Marketing territoriale: «Promuovere Como con Bergamo e Varese»

Lago di Como, panorama

Coordinare gli sforzi sul territorio, ma anche con le altre regioni dei laghi, «perchè il brand Como comprende il lago e merita una cabina di regia».
E poi occorre «comunicare al meglio il calendario degli eventi, anche a medio e lungo termine».
Ma anche «illuminare meglio le strade e le piazze e fornire le località di infrastrutture, servizi igienici compresi». Il turismo può essere un volano per alzare la qualità di vita del Lario.
Questa è la ricetta in sintesi, tra concretezza , logistica e strategia, offerta dal convegno del Centro Studi Einaudi di Como l’altra sera all’hotel Metropole Suisse in piazza Cavour a Como, per coniugare cultura e sviluppo del turismo a favore del territorio. Al dibattito, moderato da Lorenzo Morandotti, del “Corriere di Como” sono intervenute tre esperte che hanno analizzato il problema e i suoi scenari sul versante dell’amministrazione pubblica e della ricerca applicata.
Simona Rossotti, assessore al Turismo, Marketing territoriale e ambiente della giunta Landriscina, ha illustrato le mosse per condurre al meglio la battaglia sul fronte dello sviluppo turistico. «Il turismo è un prodotto complesso da piazzare sul mercato. Stiamo monitorando le piattaforme e i siti web per studiare un miglior posizionamento dei territori online. Da assessore in un piccolo comune delle Langhe, da cui provengo – ha detto – faccio tesoro dell’esperienza: illuminare le strade, per la città di Volta è un imperativo. E poi pulizia, a vantaggio dei visitatori e dei residenti. Come diceva il presidente Einaudi, mio conterraneo, meglio parlare poco, ma fare, e fare poche cose ma molto concrete, come una raccolta rifiuti con orari ottimizzati. Stiamo anche progettando una cartellonistica bilingue, in italiano e inglese, molto semplice, ma efficace».
E ha citato un episodio recente. «Sono andata alla stazione di Como San Giovanni dove non è infrequente tra l’altro trovare cumuli di immondizia. Ho scelto di accedere al servizio bici. Mi hanno indirizzato all’edicola, poi rimbalzata a un call center, che mi ha invitato di rivolgermi a Cernobbio. Non ci ho visto più e ho mobilitato altri colleghi assessori e lo staff di palazzo Cernezzi».

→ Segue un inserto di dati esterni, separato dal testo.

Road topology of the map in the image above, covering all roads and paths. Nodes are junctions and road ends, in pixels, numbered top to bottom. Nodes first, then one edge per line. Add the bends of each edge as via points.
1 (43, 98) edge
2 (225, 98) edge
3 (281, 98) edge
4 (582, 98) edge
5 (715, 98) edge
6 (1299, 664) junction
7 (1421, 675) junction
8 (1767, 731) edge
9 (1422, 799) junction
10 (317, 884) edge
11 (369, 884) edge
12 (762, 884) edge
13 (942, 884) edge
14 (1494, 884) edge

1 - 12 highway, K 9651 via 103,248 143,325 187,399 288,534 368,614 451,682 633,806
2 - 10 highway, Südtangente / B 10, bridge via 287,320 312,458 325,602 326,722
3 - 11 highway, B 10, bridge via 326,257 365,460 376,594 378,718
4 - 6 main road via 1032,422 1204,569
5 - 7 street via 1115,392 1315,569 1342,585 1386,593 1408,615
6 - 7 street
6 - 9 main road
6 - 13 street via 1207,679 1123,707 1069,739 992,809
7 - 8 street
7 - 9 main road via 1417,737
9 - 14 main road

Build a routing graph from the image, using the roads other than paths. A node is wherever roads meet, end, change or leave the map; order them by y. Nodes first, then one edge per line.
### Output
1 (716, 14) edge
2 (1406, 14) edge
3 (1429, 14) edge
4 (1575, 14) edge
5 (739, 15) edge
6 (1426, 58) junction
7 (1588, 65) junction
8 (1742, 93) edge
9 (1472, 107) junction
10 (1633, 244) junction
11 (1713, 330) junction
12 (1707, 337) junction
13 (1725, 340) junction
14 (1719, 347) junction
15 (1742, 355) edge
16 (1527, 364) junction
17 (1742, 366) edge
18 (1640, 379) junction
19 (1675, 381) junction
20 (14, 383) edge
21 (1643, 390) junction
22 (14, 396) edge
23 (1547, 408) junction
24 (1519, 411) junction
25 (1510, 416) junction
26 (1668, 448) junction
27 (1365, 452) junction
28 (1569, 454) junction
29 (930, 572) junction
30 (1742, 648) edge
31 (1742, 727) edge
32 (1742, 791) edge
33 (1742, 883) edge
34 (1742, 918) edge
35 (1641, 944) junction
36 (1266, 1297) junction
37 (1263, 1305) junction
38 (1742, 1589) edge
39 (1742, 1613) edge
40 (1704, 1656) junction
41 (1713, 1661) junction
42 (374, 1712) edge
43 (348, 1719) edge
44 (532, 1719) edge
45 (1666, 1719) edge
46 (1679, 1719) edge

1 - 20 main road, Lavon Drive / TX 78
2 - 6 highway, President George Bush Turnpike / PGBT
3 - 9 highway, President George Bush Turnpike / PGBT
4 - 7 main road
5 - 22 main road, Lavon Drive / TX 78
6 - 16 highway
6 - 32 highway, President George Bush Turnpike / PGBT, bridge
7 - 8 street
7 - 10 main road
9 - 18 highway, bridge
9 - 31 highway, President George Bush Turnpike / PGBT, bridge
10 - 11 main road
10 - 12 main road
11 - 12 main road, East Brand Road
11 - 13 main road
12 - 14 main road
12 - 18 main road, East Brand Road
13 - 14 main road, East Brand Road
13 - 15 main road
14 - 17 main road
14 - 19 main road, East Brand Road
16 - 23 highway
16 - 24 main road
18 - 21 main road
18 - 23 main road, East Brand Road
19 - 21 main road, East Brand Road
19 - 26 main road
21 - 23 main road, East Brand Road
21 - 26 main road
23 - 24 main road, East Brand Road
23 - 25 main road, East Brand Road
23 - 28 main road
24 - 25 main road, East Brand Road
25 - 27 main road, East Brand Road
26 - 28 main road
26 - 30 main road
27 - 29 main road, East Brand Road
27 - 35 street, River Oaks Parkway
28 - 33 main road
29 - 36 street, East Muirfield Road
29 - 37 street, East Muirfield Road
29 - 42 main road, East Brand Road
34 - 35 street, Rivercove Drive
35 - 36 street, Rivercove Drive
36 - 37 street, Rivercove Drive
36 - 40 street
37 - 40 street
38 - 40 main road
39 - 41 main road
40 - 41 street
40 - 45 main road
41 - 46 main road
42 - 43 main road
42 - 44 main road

Disavventure di ordinaria follia quotidiana a parte, Como è in crescita nella lista delle preferenze turistiche, specie tra gli stranieri: 2,6 milioni le presenze nel 2016, + 9,6% rispetto all’anno prima, con il 77,5% di stranieri sul totale, secondo i dati di Camera di Commercio. Da parte sua Paola Dubini, docente di Economia aziendale e Marketing all’università Bocconi di Milano, dove dirige il corso di laurea in economia e management per Arte, Cultura e Comunicazione, ha portato al centro Einaudi l’esperienza di una milanese che viene a Como di frequente.
«E innegabile che Como stia crescendo come meta turistica, per una somma di fattori. Dovete fare massa critica unendo le forze, pensate a quanto fa Milano con Bookcity, un evento che in pochi giorni concentra migliaia di presentazioni librarie. Dovete chiedervi cosa fare da grandi sul fronte turistico, confrontandovi appunto con le realtà limitrofe, ma anche Varese e Bergamo e un altro lago emergente come quello d’Iseo che gode ancora i frutti dell’installazione galleggiante dell’artista Christo. Pensate a cosa ha fatto Torino, che è si è salvata dal destino toccato a Detroit, altra città a motore. Dovete realizzare un calendario condiviso di eventi. La prima volta sarà difficile, ma poi sarà un valore aggiunto, specie per le piccole realtà associative come strumento di coordinamento di base».
Barbara Pozzo, ordinaria di diritto privato comparato all’Università dell’Insubria di via Sant’Abbondio dove dirige il dipartimento di “Diritto, Economia e Culture, ha a sua volta portato l’esempio di una ricerca che invita a conoscere il territorio e promuoverlo in una prospettiva multidisciplinare: «Cerchiamo di rispondere alle esigenze reali di una città turistica come Como, muovendoci su più fronti, compresa la promozione del turismo sui social media. Abbiamo ad esempio siglato una convenzione con gli Iubilantes per incentivare il turismo green, e mappiamo con un approccio globale le eccellenze culturali del territorio, ad esempio offriamo contributi di formazione con lo studio di lingue come il russo e il cinese, e l’esperienza di un corso in scienze del turismo che vede quest’anno ben 150 matricole ed è in crescita. La città ci chiami, ci interpelli, noi siamo a disposizione».